Flash Fiction: The One You Don’t Hear

Another flash fic piece for you here, using another prompt from Chuck Wendig (“It starts with a bang”). This one goes eight words over the limit, but I think it works this way. It’s in the same flooded future setting as my previous pieces about Pat & Pat, and about Latour (I Bow To None). Enjoy!

***

“It’s a deal.” I smiled at Monette as we shook hands, standing on the bow of Norvis’ ancient flatboat. Good neutral ground, here in the swamp. Good enough for another five years of peace between our folks, peace between our businesses. Then her chest blossomed with red and someone pinched my left arm and suddenly I was lying down.

The crisp stutter of a rifle echoed oddly in the mangroves.

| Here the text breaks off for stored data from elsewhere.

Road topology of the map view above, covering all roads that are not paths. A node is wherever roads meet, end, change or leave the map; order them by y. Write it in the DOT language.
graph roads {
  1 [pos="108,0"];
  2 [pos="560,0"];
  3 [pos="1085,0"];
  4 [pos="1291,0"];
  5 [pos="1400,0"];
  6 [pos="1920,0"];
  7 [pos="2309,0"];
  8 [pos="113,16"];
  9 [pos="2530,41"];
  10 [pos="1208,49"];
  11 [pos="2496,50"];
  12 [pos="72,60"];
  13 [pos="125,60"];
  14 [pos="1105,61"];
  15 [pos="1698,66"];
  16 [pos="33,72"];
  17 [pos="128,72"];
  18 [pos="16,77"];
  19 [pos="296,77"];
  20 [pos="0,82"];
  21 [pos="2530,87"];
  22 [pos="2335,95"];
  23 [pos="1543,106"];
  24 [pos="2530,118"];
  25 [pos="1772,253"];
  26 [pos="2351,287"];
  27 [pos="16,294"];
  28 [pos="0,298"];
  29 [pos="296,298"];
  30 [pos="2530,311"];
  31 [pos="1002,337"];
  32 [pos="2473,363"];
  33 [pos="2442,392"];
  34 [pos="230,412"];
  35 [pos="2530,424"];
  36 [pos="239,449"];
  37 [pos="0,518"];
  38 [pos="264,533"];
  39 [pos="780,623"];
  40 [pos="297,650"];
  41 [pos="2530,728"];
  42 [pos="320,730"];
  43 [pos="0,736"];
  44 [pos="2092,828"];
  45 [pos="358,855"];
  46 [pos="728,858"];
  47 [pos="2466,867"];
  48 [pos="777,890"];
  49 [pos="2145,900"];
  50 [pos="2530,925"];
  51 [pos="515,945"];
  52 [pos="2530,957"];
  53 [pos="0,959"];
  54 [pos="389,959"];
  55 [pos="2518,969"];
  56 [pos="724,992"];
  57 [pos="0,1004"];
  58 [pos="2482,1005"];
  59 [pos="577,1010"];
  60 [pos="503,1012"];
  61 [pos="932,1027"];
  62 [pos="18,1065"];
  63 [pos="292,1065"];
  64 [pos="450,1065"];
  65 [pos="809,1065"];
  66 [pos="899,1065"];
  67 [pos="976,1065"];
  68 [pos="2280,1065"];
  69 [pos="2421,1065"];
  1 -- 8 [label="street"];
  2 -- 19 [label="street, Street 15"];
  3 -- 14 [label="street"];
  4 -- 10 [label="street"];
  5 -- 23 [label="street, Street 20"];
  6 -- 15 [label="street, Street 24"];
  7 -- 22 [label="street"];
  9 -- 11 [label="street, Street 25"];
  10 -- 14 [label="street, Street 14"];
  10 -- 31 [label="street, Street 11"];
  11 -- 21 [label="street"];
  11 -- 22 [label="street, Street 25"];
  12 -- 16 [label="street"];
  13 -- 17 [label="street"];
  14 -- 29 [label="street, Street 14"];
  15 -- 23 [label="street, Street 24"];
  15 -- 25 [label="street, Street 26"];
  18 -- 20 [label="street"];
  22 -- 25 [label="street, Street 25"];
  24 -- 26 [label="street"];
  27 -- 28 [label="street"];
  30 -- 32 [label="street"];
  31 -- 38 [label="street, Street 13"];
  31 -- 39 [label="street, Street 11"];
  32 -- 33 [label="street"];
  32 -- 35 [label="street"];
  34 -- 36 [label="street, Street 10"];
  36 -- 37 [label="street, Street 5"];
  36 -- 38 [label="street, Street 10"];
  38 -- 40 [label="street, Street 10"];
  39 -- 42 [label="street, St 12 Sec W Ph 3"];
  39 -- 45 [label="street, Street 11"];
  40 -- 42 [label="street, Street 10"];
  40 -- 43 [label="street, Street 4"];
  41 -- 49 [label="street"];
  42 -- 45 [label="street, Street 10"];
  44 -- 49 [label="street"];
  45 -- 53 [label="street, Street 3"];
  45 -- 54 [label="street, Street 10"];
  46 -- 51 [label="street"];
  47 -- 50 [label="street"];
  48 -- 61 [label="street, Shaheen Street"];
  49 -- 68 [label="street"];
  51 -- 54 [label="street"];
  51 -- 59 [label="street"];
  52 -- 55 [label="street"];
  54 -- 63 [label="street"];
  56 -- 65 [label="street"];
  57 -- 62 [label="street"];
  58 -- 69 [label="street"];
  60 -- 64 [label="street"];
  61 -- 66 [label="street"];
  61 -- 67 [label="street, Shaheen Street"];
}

I lay on my belly, puzzled and tasting the deck’s salt rime. Someone was dipping the front of my shoulder in warm water, but my shoulder was pressed up against the deck too. The deck should have been dry. Something smelled like blood.

“Holy fuck, they got the cap!” Lester squealed next to me. I tried to say I was fine but no sound came out.

“Return fire!” Marina’s shout cut through the confusion. The dim space under the canopy flickered with muzzle flashes; my ears gave up as I was swamped by the roaring crackle of gunfire. Lester, that little shit, was crouched over me pounding away at the dark woods with his oversized revolver. It took my aching head a few more seconds to realize that I was bleeding out while he shot at someone he couldn’t even see.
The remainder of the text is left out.